5. Saving the User’s Active Folder
function setActiveFolder(folderInput) {
const folderId = extractFolderId_(folderInput);
const folder = DriveApp.getFolderById(folderId);
PropertiesService.getUserProperties().setProperty('ACTIVE_FOLDER_ID', folderId);
return {
id: folderId,
name: folder.getName(),
url: 'https://drive.google.com/drive/folders/' + folderId
};
}
Why use UserProperties?
- Each user can have a different folder
- No shared global state
- Works for multi-user deployments
6. The Heart of the System: chatWithFolder()
This is where the RAG magic happens.
Step 1 — Load files from the folder
const chunks = buildChunksFromFolder_(folder, queryTerms);
This fetches the text from:
- Google Docs
- Plain text files
Step 2 — Generate meaningful chunks
Each file is broken into overlapping slices:
const fileChunks = chunkText_(text, CHUNK_SIZE, CHUNK_OVERLAP);
Chunking prevents Gemini from receiving giant walls of text.
Step 3 — Score each chunk
const score = scoreChunk_(chunkText, queryTerms);
This simple keyword overlap scoring:
- Is lightning fast
- Has no external dependencies
- Avoids expensive embedding models
- Works surprisingly well for short text
Step 4 — Build a context window
if (context.length + c.text.length > MAX_CONTEXT_CHARS) break;
context += '\n\n[Source: ' + c.fileName + ']\n' + c.text;
This produces a clean, human-readable memory structure:
[Source: File A]
...text...
[Source: File B]
...text...
Gemini loves this format.
Step 5 — Send the context to Gemini
const promptText =
systemInstruction +
"\n\n=== CONTEXT START ===\n" + context +
"\n=== CONTEXT END ===\n\nUser question: " + userMessage;
The system instruction enforces constraints:
- Only answer from folder content
- Say “I don’t see that…” when unsupported
- Cite document names
This ensures zero hallucinations.
Step 6 — Return the final answer
return { answer: answer };
The UI displays this as a chat bubble.
🎛 Build Chunks + Score Terms
Chunking:
function chunkText_(text, size, overlap)
This ensures:
- Smooth transitions
- Better semantic matching
- Less fragmentation
Scoring:
function scoreChunk_(chunkText, queryTerms)

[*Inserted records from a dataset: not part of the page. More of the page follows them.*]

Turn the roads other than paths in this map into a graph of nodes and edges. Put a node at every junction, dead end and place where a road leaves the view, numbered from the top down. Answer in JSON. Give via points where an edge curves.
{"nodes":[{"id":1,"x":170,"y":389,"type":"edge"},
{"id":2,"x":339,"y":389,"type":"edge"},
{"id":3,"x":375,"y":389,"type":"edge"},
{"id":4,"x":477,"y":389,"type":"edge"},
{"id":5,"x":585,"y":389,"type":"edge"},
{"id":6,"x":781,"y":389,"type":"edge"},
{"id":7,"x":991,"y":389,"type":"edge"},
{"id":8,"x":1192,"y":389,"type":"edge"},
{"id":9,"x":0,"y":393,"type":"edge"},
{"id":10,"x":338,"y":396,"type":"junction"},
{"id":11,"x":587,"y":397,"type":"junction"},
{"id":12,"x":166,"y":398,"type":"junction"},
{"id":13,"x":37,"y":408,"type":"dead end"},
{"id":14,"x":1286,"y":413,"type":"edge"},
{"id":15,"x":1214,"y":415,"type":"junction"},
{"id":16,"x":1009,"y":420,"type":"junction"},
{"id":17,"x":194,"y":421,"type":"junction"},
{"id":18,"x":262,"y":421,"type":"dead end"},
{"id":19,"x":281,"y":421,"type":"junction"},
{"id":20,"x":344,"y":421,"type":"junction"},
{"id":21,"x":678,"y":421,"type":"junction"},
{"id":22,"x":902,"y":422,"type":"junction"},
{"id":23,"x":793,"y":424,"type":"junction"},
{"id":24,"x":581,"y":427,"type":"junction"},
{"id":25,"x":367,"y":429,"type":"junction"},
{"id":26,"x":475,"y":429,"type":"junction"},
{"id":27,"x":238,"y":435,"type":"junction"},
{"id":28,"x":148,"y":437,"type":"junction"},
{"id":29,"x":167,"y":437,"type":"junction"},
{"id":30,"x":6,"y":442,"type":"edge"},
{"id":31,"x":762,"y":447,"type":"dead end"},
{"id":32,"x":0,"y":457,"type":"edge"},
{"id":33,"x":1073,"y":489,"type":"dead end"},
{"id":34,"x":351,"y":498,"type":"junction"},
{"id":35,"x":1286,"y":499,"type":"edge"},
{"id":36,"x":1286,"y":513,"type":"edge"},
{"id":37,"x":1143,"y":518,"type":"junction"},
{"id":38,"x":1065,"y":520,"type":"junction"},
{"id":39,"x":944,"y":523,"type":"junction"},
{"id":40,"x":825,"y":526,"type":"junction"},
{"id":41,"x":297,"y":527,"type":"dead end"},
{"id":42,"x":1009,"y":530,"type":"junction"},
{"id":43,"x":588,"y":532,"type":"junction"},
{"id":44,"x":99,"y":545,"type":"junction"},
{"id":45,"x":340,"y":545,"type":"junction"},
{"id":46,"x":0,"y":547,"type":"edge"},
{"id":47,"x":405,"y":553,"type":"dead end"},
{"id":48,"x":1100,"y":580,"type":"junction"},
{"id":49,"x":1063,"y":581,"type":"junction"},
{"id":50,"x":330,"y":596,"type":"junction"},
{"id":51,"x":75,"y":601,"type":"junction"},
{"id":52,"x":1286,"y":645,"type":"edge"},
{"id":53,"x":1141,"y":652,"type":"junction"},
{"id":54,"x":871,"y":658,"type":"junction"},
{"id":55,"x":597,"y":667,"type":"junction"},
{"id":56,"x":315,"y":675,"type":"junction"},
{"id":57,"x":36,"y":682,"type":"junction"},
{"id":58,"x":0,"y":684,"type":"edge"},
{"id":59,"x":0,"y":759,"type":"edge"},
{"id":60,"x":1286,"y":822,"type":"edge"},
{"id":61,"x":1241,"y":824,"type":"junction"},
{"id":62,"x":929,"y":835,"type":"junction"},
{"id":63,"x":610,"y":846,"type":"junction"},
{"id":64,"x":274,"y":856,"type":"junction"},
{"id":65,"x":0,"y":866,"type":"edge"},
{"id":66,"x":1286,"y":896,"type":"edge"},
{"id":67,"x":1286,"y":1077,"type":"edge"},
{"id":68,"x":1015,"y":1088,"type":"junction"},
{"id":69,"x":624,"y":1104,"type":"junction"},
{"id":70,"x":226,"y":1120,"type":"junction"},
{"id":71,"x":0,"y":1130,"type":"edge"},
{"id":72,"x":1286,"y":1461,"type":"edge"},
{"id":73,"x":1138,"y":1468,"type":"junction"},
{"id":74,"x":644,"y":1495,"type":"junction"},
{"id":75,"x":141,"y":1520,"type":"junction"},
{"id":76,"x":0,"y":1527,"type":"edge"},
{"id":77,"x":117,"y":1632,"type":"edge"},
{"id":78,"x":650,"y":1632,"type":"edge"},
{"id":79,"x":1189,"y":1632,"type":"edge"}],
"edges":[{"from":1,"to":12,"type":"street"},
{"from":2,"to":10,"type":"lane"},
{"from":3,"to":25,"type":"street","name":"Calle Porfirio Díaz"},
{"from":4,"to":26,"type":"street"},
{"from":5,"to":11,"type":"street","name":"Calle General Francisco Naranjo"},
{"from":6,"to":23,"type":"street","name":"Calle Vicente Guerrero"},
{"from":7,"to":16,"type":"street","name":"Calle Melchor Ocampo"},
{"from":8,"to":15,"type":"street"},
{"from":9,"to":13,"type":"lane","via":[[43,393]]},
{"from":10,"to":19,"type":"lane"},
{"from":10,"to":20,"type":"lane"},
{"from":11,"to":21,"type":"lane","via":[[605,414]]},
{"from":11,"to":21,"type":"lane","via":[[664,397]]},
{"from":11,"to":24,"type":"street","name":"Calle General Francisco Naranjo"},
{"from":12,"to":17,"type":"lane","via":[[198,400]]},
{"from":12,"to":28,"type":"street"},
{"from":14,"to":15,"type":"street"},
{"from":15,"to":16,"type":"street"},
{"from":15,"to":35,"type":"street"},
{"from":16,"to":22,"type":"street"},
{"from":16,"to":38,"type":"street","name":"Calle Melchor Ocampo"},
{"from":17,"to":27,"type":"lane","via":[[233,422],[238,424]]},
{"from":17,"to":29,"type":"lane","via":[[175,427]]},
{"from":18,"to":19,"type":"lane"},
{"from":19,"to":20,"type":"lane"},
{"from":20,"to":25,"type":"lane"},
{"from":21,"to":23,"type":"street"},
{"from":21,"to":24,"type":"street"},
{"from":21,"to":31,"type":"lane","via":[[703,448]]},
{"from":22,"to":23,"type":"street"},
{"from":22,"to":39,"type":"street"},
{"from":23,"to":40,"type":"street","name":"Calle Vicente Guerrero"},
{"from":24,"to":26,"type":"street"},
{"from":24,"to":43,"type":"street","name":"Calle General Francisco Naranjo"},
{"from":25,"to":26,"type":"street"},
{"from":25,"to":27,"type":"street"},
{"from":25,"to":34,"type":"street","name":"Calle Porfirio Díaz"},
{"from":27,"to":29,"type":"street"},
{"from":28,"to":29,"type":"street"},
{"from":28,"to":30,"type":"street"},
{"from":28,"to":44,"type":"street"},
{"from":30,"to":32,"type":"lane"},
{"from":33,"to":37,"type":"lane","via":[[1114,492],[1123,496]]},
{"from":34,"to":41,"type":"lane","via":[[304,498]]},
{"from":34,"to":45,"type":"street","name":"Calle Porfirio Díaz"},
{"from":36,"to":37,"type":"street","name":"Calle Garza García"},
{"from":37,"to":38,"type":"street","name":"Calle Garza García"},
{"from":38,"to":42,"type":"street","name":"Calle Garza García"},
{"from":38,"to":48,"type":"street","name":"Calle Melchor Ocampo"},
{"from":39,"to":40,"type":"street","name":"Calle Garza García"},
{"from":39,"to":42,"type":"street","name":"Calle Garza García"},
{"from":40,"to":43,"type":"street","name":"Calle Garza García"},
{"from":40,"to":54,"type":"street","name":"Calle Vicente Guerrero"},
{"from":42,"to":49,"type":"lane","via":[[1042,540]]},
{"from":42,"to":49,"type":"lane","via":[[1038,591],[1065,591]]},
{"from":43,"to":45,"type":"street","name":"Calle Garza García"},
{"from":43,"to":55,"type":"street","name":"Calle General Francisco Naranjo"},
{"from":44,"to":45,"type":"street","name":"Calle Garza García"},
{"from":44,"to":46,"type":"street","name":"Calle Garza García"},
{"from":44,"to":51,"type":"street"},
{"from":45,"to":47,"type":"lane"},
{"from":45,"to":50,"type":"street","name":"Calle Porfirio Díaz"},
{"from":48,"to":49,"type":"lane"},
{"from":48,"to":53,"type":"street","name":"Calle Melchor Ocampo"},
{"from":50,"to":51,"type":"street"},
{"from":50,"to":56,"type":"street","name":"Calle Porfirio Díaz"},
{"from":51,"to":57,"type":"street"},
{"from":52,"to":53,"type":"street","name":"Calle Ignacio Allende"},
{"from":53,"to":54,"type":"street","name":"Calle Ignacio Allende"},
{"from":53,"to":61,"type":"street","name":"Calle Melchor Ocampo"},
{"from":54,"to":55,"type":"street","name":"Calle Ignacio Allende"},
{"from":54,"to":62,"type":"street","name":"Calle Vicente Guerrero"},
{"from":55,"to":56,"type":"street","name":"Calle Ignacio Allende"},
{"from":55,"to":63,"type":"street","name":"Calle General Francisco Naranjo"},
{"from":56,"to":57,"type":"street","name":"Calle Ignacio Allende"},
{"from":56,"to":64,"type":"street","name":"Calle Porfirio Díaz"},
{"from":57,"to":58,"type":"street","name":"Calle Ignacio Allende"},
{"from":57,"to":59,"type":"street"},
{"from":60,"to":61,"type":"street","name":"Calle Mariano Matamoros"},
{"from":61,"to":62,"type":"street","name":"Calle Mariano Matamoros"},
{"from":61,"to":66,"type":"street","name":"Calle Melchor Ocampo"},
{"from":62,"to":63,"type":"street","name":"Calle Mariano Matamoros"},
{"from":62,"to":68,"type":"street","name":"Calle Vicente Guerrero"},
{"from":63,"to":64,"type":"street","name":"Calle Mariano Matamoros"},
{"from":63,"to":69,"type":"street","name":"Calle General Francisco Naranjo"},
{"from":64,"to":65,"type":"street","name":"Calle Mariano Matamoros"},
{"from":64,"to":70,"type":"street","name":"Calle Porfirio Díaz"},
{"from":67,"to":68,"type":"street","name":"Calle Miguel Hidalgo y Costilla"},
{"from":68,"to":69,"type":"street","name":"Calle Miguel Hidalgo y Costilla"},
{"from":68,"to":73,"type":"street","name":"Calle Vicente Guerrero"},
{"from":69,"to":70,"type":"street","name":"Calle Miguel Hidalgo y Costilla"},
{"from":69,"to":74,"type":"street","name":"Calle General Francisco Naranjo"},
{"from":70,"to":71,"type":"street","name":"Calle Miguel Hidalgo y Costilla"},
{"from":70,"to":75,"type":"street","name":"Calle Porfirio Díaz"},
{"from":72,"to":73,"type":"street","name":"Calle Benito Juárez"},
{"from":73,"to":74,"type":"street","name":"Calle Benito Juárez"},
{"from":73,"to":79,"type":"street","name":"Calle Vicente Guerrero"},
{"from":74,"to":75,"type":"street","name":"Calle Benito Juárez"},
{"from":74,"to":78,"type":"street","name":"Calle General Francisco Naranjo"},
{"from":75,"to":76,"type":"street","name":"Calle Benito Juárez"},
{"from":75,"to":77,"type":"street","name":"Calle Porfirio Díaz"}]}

Scores based on token frequency overlap—simple, fast, effective.
🧪 Generating “Demo Files”
The script includes a function:
function createDemoFilesInDemoFolder()
This automatically creates a folder called:
demo files
And populates it with:
- Product Overview
- Onboarding Checklist
- Support FAQ
- Team Communication Guidelines
Why this is useful:
- Instantly test RAG
- No manual document creation required
- Reproducible testing for debugging
🖥 The Web UI
The file IndexRagFolder.html creates:
✔ A clean chat UI
✔ A folder selection box
✔ Realtime status messages
✔ Message bubbles
✔ Scrolling message history
No frameworks needed—pure HTML, CSS, and client-side Apps Script calls.
🎉 Final Result
You now have a fully working:
Drive Folder RAG Chatbot (Apps Script + Gemini)
✔ Multi-file context ingestion
✔ Chunking & relevance scoring
✔ Controlled context window
✔ Webapp chatbot interface
✔ Logging & error handling
✔ Auto-generated demo documents
✔ Fast responses using gemini-2.0-flash
This system can handle:
- Knowledge bases
- SOP libraries
- Help centers
- Team documentation
- Course material
- Internal onboarding
- Multi-file research
All running entirely inside Google Apps Script.